Der Kampf des Philipp Rösler

Mit seinem Vorstoß, die Arzneimittelkosten zu senken, erntet der Minister Kritik. Auch aus der eigenen Partei.

Berlin. Philipp Rösler zeigt Mut. Der Bundesgesundheitsminister will sich mit der Pharmaindustrie anlegen und ihr Preismonopol bei neuen Arzneimitteln brechen. Noch steht der 37-jährige FDP-Politiker ziemlich allein da - und er kann auch nicht sicher sein, ob die Koalitionsfraktionen hinter ihm stehen.

So wurden die Sparpläne in den eigenen Reihen als zu weitgehend kritisiert. Bedenken kamen gestern vor allem von FDP-Landesministern, die freiwillige Regelungen statt Zwangsrabatten forderten. Die Krankenkassen dagegen halten die Ideen des Ministers für unzureichend.

Rösler will der Preistreiberei einen Riegel vorschieben und ein bis zwei Milliarden Euro pro Jahr einsparen. Denn seit Jahren steigen die Ausgaben für Medikamente nahezu ungebremst: Von 20 Milliarden Euro im Jahr 2000 auf zuletzt 32 Milliarden Euro. Zahlreiche Sparpakete konnten den Trend nicht stoppen, allenfalls kurzzeitig bremsen.

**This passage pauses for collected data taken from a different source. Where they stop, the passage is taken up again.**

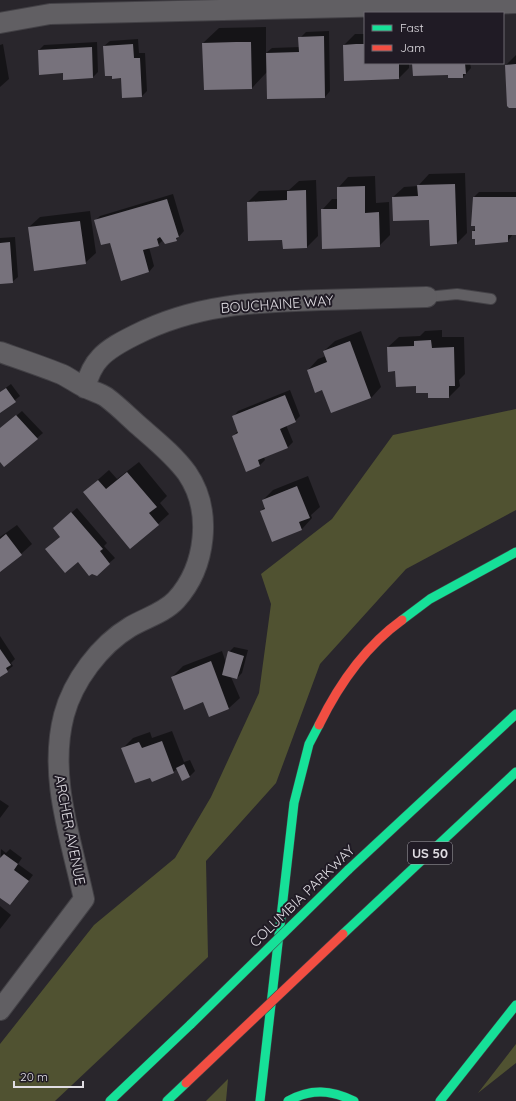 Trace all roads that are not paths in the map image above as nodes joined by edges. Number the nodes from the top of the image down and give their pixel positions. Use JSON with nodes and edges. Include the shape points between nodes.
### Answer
{"nodes":[{"id":1,"x":516,"y":3,"type":"edge"},
{"id":2,"x":105,"y":7,"type":"edge"},
{"id":3,"x":0,"y":23,"type":"edge"},
{"id":4,"x":427,"y":297,"type":"joint"},
{"id":5,"x":491,"y":299,"type":"dead end"},
{"id":6,"x":0,"y":352,"type":"edge"},
{"id":7,"x":85,"y":388,"type":"junction"},
{"id":8,"x":516,"y":552,"type":"edge"},
{"id":9,"x":516,"y":714,"type":"edge"},
{"id":10,"x":516,"y":772,"type":"edge"},
{"id":11,"x":516,"y":1005,"type":"edge"},
{"id":12,"x":0,"y":1010,"type":"edge"},
{"id":13,"x":110,"y":1101,"type":"edge"},
{"id":14,"x":167,"y":1101,"type":"edge"},
{"id":15,"x":260,"y":1101,"type":"edge"},
{"id":16,"x":288,"y":1101,"type":"edge"},
{"id":17,"x":354,"y":1101,"type":"edge"},
{"id":18,"x":440,"y":1101,"type":"edge"}],
"edges":[{"from":1,"to":2,"type":"street"},
{"from":2,"to":3,"type":"street"},
{"from":4,"to":5,"type":"lane","via":[[456,294]]},
{"from":4,"to":7,"type":"street","name":"BOUCHAINE WAY","via":[[233,304],[189,314],[147,329],[117,344],[100,358],[90,372]]},
{"from":6,"to":7,"type":"street","name":"ARCHER AVENUE","via":[[62,374]]},
{"from":7,"to":12,"type":"street","name":"ARCHER AVENUE","via":[[105,396],[175,457],[198,495],[203,516],[203,538],[199,560],[178,598],[170,606],[111,641],[89,665],[72,694],[64,714],[58,747],[58,769],[84,899]]},
{"from":8,"to":15,"type":"main road","via":[[430,599],[393,626],[353,668],[309,744],[294,803]]},
{"from":9,"to":13,"type":"main road","name":"COLUMBIA PARKWAY","number":"US 50","bridge":true,"via":[[348,870]]},
{"from":10,"to":14,"type":"main road","number":"US 50","bridge":true},
{"from":11,"to":18,"type":"main road"},
{"from":16,"to":17,"type":"main road","via":[[298,1094],[323,1091],[338,1093]]}]} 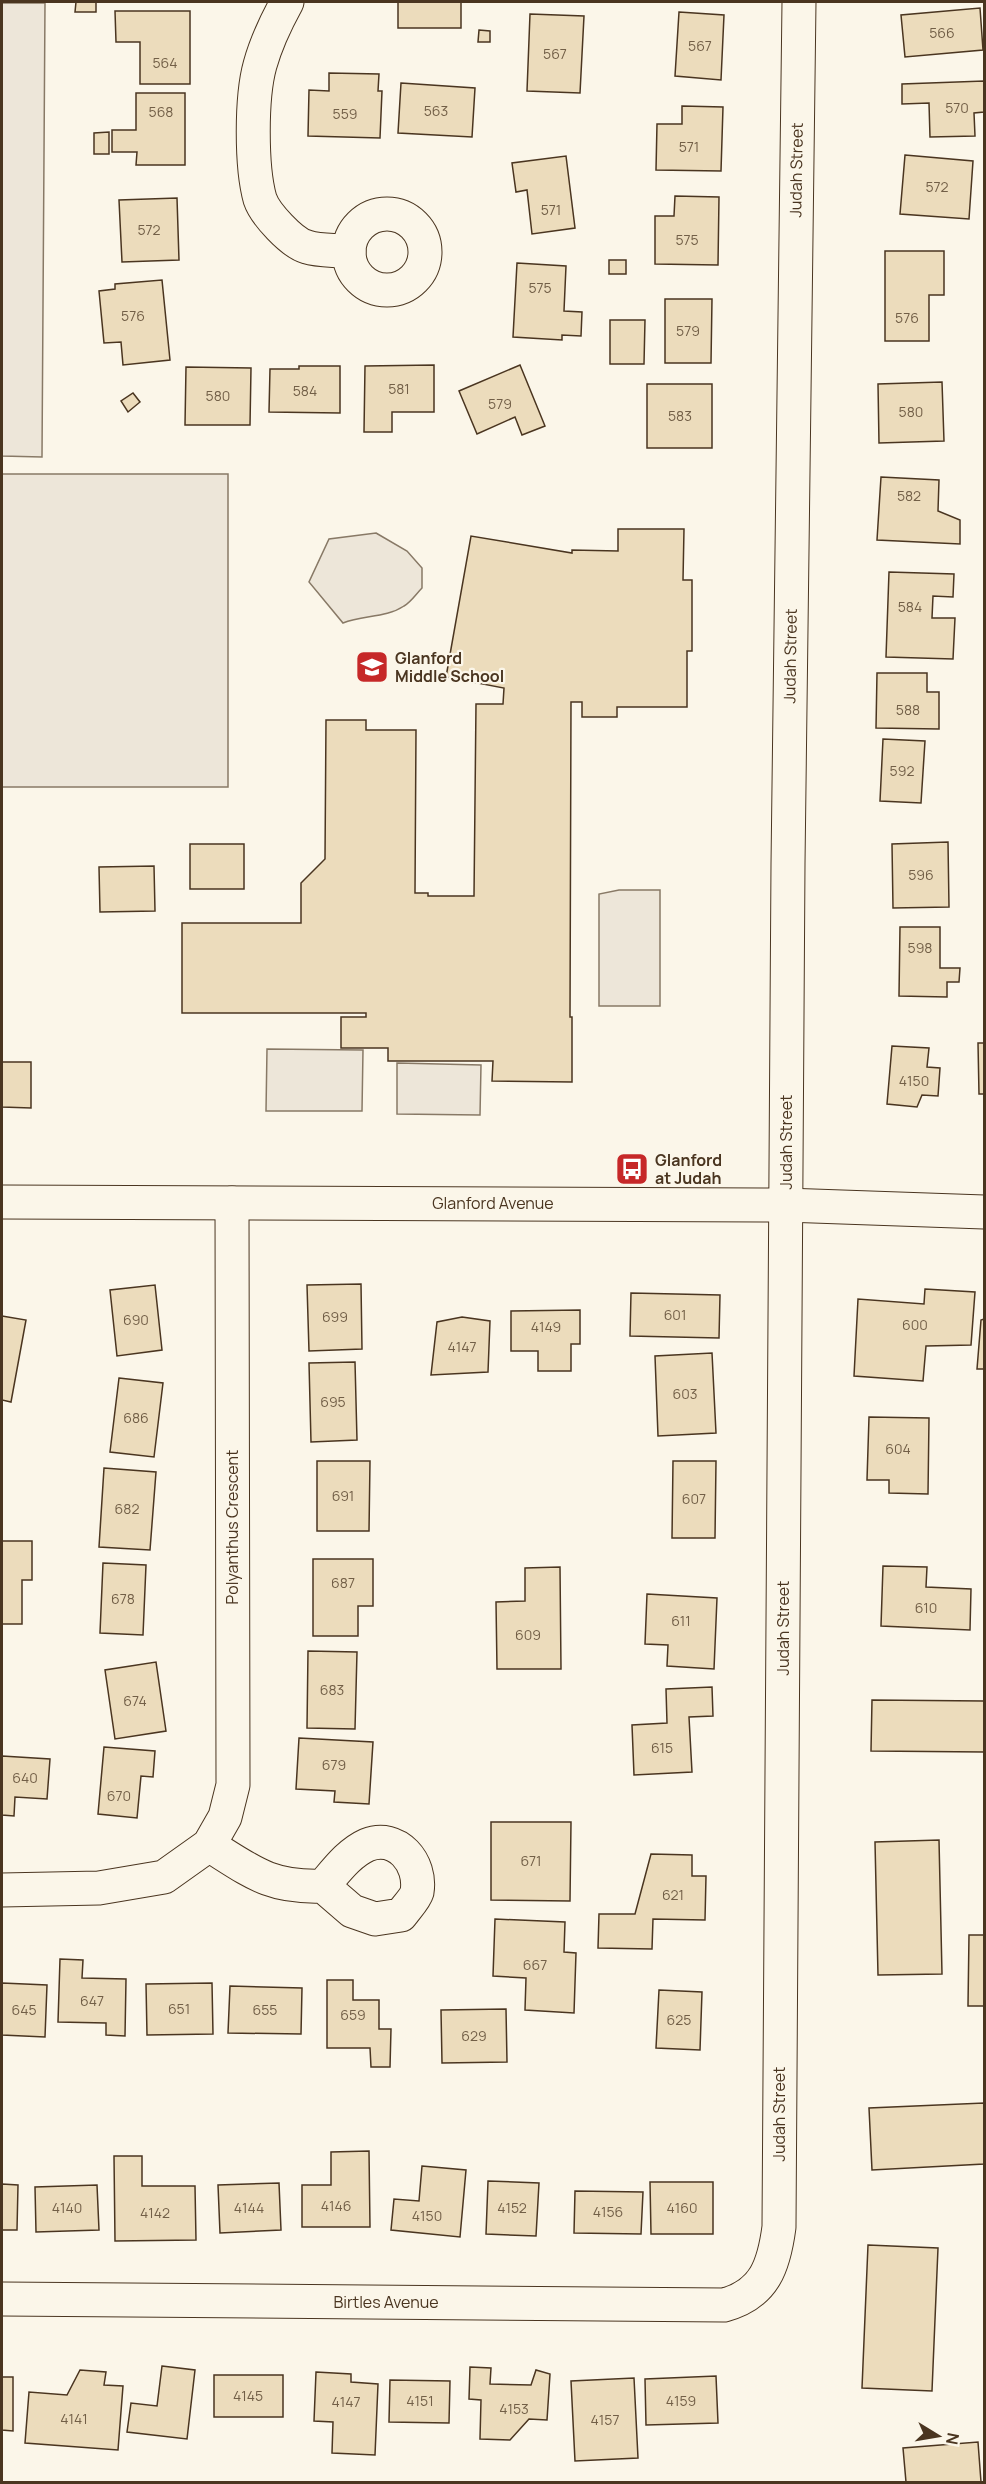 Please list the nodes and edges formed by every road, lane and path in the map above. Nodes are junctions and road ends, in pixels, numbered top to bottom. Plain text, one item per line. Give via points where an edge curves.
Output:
1 (287, 2) edge
2 (800, 2) edge
3 (349, 252) dead end
4 (2, 1202) edge
5 (232, 1203) junction
6 (785, 1205) junction
7 (984, 1212) edge
8 (208, 1845) junction
9 (323, 1886) dead end
10 (2, 1890) edge
11 (762, 2280) joint
12 (2, 2299) edge

1 - 3 street via 259,67 254,153 261,200 279,227 306,247
2 - 6 street, Judah Street
4 - 5 street, Glanford Avenue
5 - 6 street, Glanford Avenue
5 - 8 street, Polyanthus Crescent via 232,1785 225,1817
6 - 7 street, Glanford Avenue
6 - 11 street, Judah Street via 779,2227 775,2255
8 - 9 street via 262,1878 296,1887
8 - 10 street, Polyanthus Crescent via 164,1877 99,1888
11 - 12 street, Birtles Avenue via 747,2296 724,2305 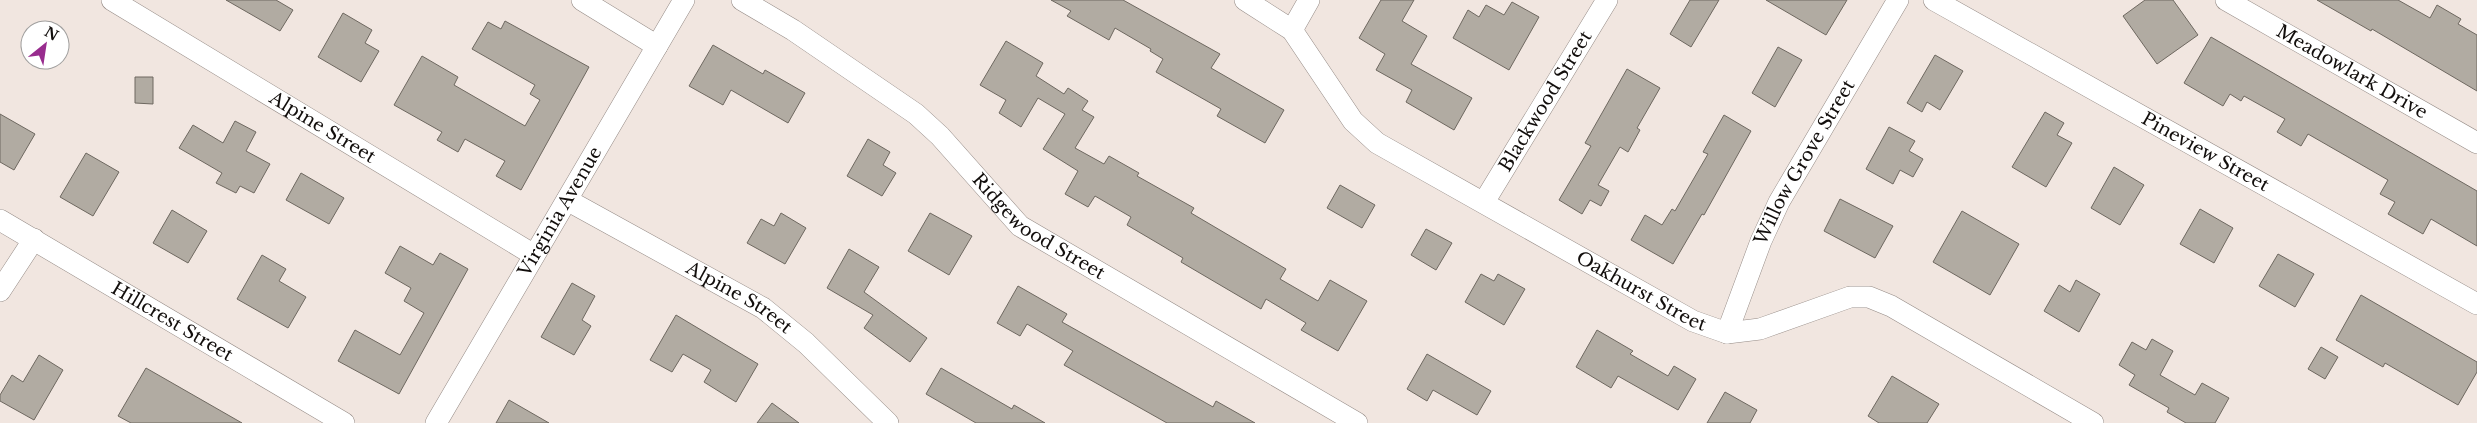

Röslers Vorstoß gleicht einem Balanceakt: Er will Schwerkranken neue Arzneimittel nicht vorenthalten, dennoch den Herstellern beim Preis auf die Finger klopfen. Damit hat sich schon Vorgängerin Ulla Schmidt (SPD) schwergetan. Erreichen sollen das Verhandlungen zwischen den Pharmafirmen und den Krankenkassen, und zwar, nachdem das Präparat auf dem Markt ist. Damit soll der Hersteller weiterhin zunächst allein den Preis festsetzen. Erst danach wird über Abschläge geredet.

Manche Kritiker sehen bereits Zustände wie auf orientalischen Basaren, wo der beim Feilschen am Ende ausgehandelte Rabatt zuvor draufgeschlagen wird. "Das ist ähnlich wie bei Teppichhändlern. Wenn ich 100 Prozent vom Preis haben will, schlage ich 20Prozent drauf und lasse mir die 20Prozent wieder abhandeln", sagt der SPD-Gesundheitsökonom Karl Lauterbach. Unterm Strich, so seine Einschätzung, lässt sich damit "kein Cent" einsparen.

Röslers Sparplan, der kurzfristig auch Zwangsrabatte und Preismoratorien vorsieht, zielt auf die besonders hochpreisigen Arzneimittel-Innovationen, etwa die durch Patente geschützten Krebsmittel. Dieser Bereich schlug bei den Kassen 2008 mit knapp zehn Milliarden Euro zu Buche, mehr als ein Drittel der Medikamenten-Gesamtausgaben. Mehr als drei Milliarden Euro gingen auf das Konto von Medikamenten ohne therapeutischen Zusatznutzen, klagen die Kassen.

Der Vizechef der größten deutschen Einzelkasse Barmer-GEK, Rolf-Ulrich Schlenker, sagte: "Wir begrüßen den Ansatz, in die Preisregulierung einzusteigen. Doch Verhandlungen allein werden nicht ausreichen." Er plädiert für eine unabhängige Bewertung patentgeschützter Arzneimittel. "Auf dieser Basis müsste dann ein angemessener Preis festgelegt werden." Rösler verwahrte sich aber dagegen: "Ich halte es für falsch, das Preismonopol der Industrie gleichsam dann durch ein staatliches Monopol zu ersetzen."

Aber auch er hält die von den deutschen Herstellern festgesetzten Preise für überhöht. "Das ist wie der Einzug ins Paradies", ärgert sich der Vorstandschef der AOK Rheinland/Hamburg, Wilfried Jacobs. Die Pharmafirmen konnten sich trotz der schwersten Wirtschaftskrise der Nachkriegszeit über satte Gewinnzuwächse freuen. Zwar gibt es eine Kontrollinstanz, das Kölner Institut für Qualität und Wirtschaftlichkeit im Gesundheitswesen. Doch dessen Prüfergebnisse über Kosten und Nutzen neuer Arzneien liegen immer erst lange nach deren Markteinführung vor - und werden von der Pharma-Industrie regelmäßig auch noch angezweifelt.